For Decades, I Couldn’t Communicate. Then I Found a Way Through Food

My ability to speak disappeared shortly after it arrived. At age three, I was diagnosed with autism. Many years later, my family learned a more specific descriptor for my condition—minimally-speaking autism with apraxia. Apraxia means my neural and motor systems are not well-aligned, so I struggle with fine motor skills and initiating actions. This means I have a brilliant, hopeful mind in a body that won’t listen to me. Many independent activities are a challenge. Speaking is particularly difficult because it requires intricate, coordinated movements of the mouth and vocal cords. For three decades, I was unable to physically express my thoughts and feelings beyond a handful of memorized phrases and uninhibited meltdowns and outbursts of glee. I had a rich universe inside me, but no way to share it.
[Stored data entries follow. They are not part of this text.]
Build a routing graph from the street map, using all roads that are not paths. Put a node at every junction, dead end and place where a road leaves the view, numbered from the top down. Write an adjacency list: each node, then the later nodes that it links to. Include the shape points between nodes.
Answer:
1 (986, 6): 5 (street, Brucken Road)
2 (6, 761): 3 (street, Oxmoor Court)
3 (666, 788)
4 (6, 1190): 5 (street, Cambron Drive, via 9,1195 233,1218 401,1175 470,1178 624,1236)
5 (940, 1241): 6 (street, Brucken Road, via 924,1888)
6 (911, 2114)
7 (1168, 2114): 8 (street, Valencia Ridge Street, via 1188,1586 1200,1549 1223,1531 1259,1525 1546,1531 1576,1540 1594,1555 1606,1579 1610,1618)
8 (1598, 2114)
For most of my life, no one suspected the sparkling capacity of my mind. Still, my family surrounded me with warmth and love. It was just the five of us in the U.S.: my parents, my sisters Tara and Eira, and me. We moved from Yokohama, Japan, to San Diego in 1989, seeking treatment for my autism. It wasn’t easy growing up misunderstood. Yet my childhood memories are full of radiance, especially the times I kept my mother company in the kitchen. I followed her to fetch fresh herbs and other gifts from the garden. She taught me to stir, pour, and slice. Though there were physical limitations to what I could do on my own, over the years, I mastered some basic tasks, like making a simple salad. And all through my quiet, limited participation, I was absorbing every detail—a kaleidoscopic array of ingredients and techniques that embodied my gastronomic world.
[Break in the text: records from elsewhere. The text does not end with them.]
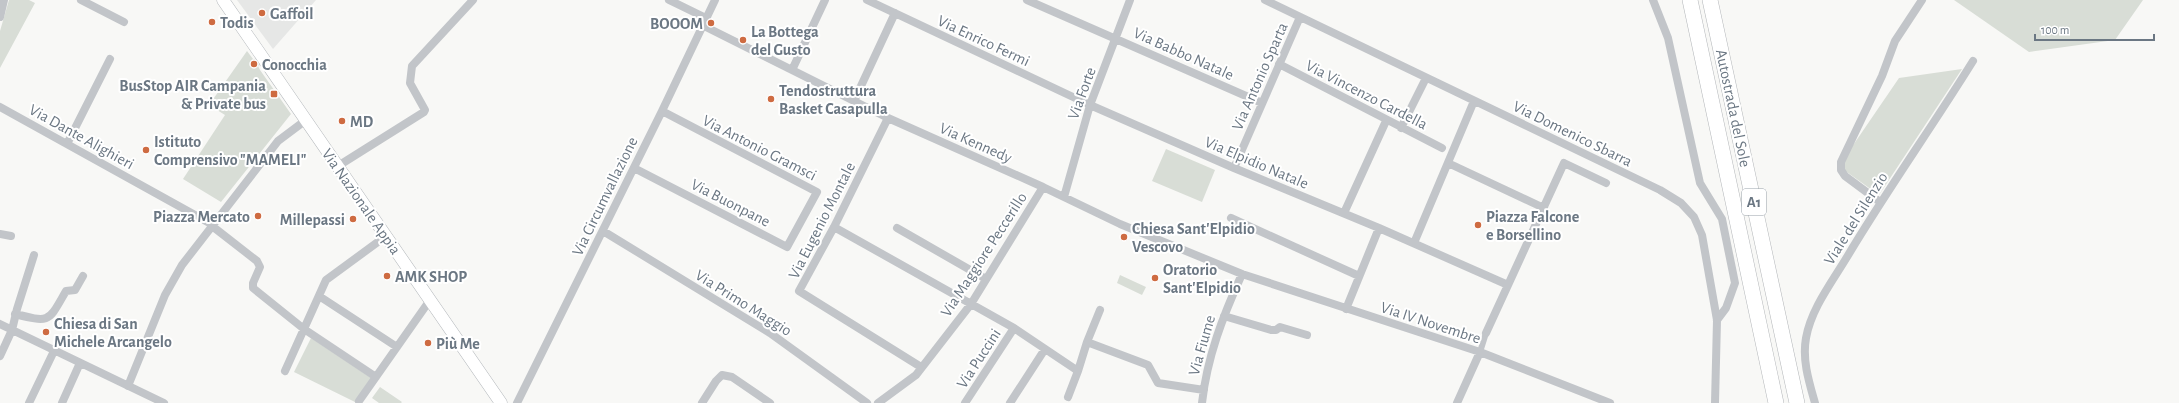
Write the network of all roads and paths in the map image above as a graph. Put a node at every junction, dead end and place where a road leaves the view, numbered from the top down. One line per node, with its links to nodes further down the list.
1 (4, 0): 17 (street)
2 (81, 0): 20 (street)
3 (223, 0): 34 (main road, Via Nazionale Appia)
4 (473, 0): 40 (street)
5 (669, 0): 19 (street, Via Kennedy)
6 (715, 0): 19 (street, Via Circumvallazione)
7 (826, 0): 25 (street)
8 (867, 0): 16 (street, Via Enrico Fermi)
9 (1027, 0): 21 (street, Via Babbo Natale)
10 (1130, 0): 21 (street, Via Forte)
11 (1265, 0): 18 (street, Via Domenico Sbarra)
12 (1653, 0): 73 (street)
13 (1690, 0): 111 (highway, Autostrada del Sole / A1)
14 (1710, 0): 112 (highway, Autostrada del Sole / A1)
15 (1922, 0): 46 (street)
16 (896, 13): 27 (street); 30 (street, Via Enrico Fermi)
17 (0, 17)
18 (1300, 17): 24 (street, Via Antonio Sparta); 26 (street, Via Domenico Sbarra)
19 (704, 21): 25 (street, Via Kennedy); 32 (street, Via Circumvallazione)
20 (124, 22)
21 (1116, 39): 29 (street, Via Babbo Natale); 30 (street, Via Forte)
22 (110, 59): 37 (street)
23 (1973, 61): 46 (street, Viale del Silenzio)
24 (1279, 64): 29 (street, Via Antonio Sparta); 35 (street, Via Vincenzo Cardella)
25 (792, 70): 27 (street, Via Kennedy)
26 (1426, 78): 28 (street, Via Domenico Sbarra); 36 (street)
27 (854, 101): 33 (street, Via Kennedy)
28 (1474, 101): 39 (street); 73 (street, Via Domenico Sbarra)
29 (1262, 103): 42 (street, Via Antonio Sparta)
30 (1090, 105): 42 (street, Via Elpidio Natale); 45 (street, Via Forte)
31 (0, 107): 37 (street, Via Dante Alighieri)
32 (662, 111): 41 (street, Via Circumvallazione); 50 (street, Via Antonio Gramsci)
33 (888, 118): 44 (street, Via Kennedy); 52 (street, Via Eugenio Montale)
34 (306, 120): 40 (main road, Via Nazionale Appia); 51 (street)
35 (1386, 121): 36 (street, Via Vincenzo Cardella); 48 (street)
36 (1402, 128): 38 (street, Via Vincenzo Cardella)
37 (67, 144): 51 (street, Via Dante Alighieri)
38 (1442, 148)
39 (1448, 163): 47 (street); 59 (street)
40 (338, 166): 58 (main road, Via Nazionale Appia)
41 (634, 168): 50 (street, Via Buonpane); 55 (street, Via Circumvallazione)
42 (1234, 168): 48 (street, Via Elpidio Natale)
43 (1606, 183): 47 (street)
44 (1043, 187): 45 (street, Via Kennedy); 64 (street, Via Maggiore Peccerillo)
45 (1064, 197): 61 (street, Via Kennedy)
46 (1880, 202): 113 (street, Viale del Silenzio)
47 (1544, 208): 65 (street)
48 (1344, 213): 54 (street, Via Elpidio Natale)
49 (1231, 218): 63 (street)
50 (802, 220)
51 (212, 225): 77 (street, Via Dante Alighieri); 91 (street)
52 (834, 227): 68 (street); 87 (street, Via Eugenio Montale)
53 (897, 228): 64 (street)
54 (1379, 228): 59 (street, Via Elpidio Natale); 63 (street)
55 (603, 231): 101 (street, Via Circumvallazione); 104 (street, Via Primo Maggio)
56 (0, 234): 57 (street)
57 (11, 236)
58 (386, 236): 66 (street); 67 (main road, Via Nazionale Appia)
59 (1414, 243): 65 (street)
60 (34, 255): 71 (street)
61 (1242, 274): 69 (street, Via IV Novembre); 72 (street, Via Fiume)
62 (84, 276): 71 (street)
63 (1359, 276): 69 (street)
64 (986, 278): 68 (street, Via Maggiore Peccerillo)
65 (1508, 285): 78 (street)
66 (319, 296): 77 (street); 81 (street)
67 (430, 300): 81 (street); 100 (main road, Via Nazionale Appia)
68 (971, 304): 75 (street); 87 (street, Via Maggiore Peccerillo)
69 (1346, 309): 84 (street, Via IV Novembre)
70 (1100, 310): 80 (street)
71 (15, 314): 76 (street)
72 (1224, 316): 79 (street); 92 (street, Via Fiume)
73 (1717, 320): 96 (street, Via Domenico Sbarra)
74 (0, 324): 76 (street)
75 (1014, 328): 82 (street); 106 (street, Via Puccini)
76 (12, 330): 83 (street); 85 (street)
77 (304, 330): 88 (street); 90 (street)
78 (1486, 334): 84 (street)
79 (1307, 335)
80 (1087, 342): 89 (street); 92 (street)
81 (397, 348): 90 (street)
82 (1045, 349): 89 (street); 107 (street)
83 (54, 351): 86 (street); 97 (street)
84 (1480, 352): 109 (street); 110 (street, Via IV Novembre)
85 (0, 356)
86 (80, 363): 91 (street); 98 (street)
87 (921, 367): 105 (street, Via Maggiore Peccerillo)
88 (285, 371)
89 (1078, 371): 93 (street)
90 (376, 377): 95 (street)
91 (128, 386): 94 (street)
92 (1204, 390): 108 (street, Via Fiume)
93 (1068, 397)
94 (150, 400): 99 (street)
95 (359, 401)
96 (1715, 401)
97 (29, 403)
98 (62, 403)
99 (164, 403)
100 (501, 403)
101 (517, 403)
102 (702, 403): 103 (street)
103 (770, 403)
104 (867, 403)
105 (878, 403)
106 (965, 403)
107 (1010, 403)
108 (1202, 403)
109 (1457, 403)
110 (1610, 403)
111 (1776, 403)
112 (1797, 403)
113 (1815, 403)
In my teens, I discovered I could explore this realm through food magazines. I was drawn to the rich and alluring pages of Bon Appétit and Food & Wine, the way other boys flocked to gaming or sports (or more racy) publications. My family assumed I was just feasting my eyes on the vibrant visuals. They didn’t realize I was studying these titles out of genuine culinary appreciation.

These magazines offered refuge from the reality of my daily struggles. In the “real” world, I’ve been ignored, mocked, or excluded from activities and opportunities I so desperately wanted to experience. I longed for a meaningful education, and friendships outside of my family, and the chance to make a difference in the world, but I had no way to make these wishes known, let alone the means to achieve them. I could, however, temporarily forget that sadness by disappearing into the pages of food magazines, filled with photos of glistening, golden roast chicken, perfectly chargrilled veggies, or sumptuously whipped buttercream piped atop fluffy cakes.

These magazines suggested more than primal nourishment. They represented spaces of community and joy, where I could belong. I fantasized about building my own community, and how we could enjoy my creations together. When we gathered, they’d be able to see through my cooking how much they meant to me.

I feel love so intensely, and it ached beyond measure that I couldn’t express myself in the way others do more freely. By the time I turned 20, I resigned myself to a stark reality: My desire to cook such feasts would have to stay trapped inside me, along with my words, and other far-off dreams.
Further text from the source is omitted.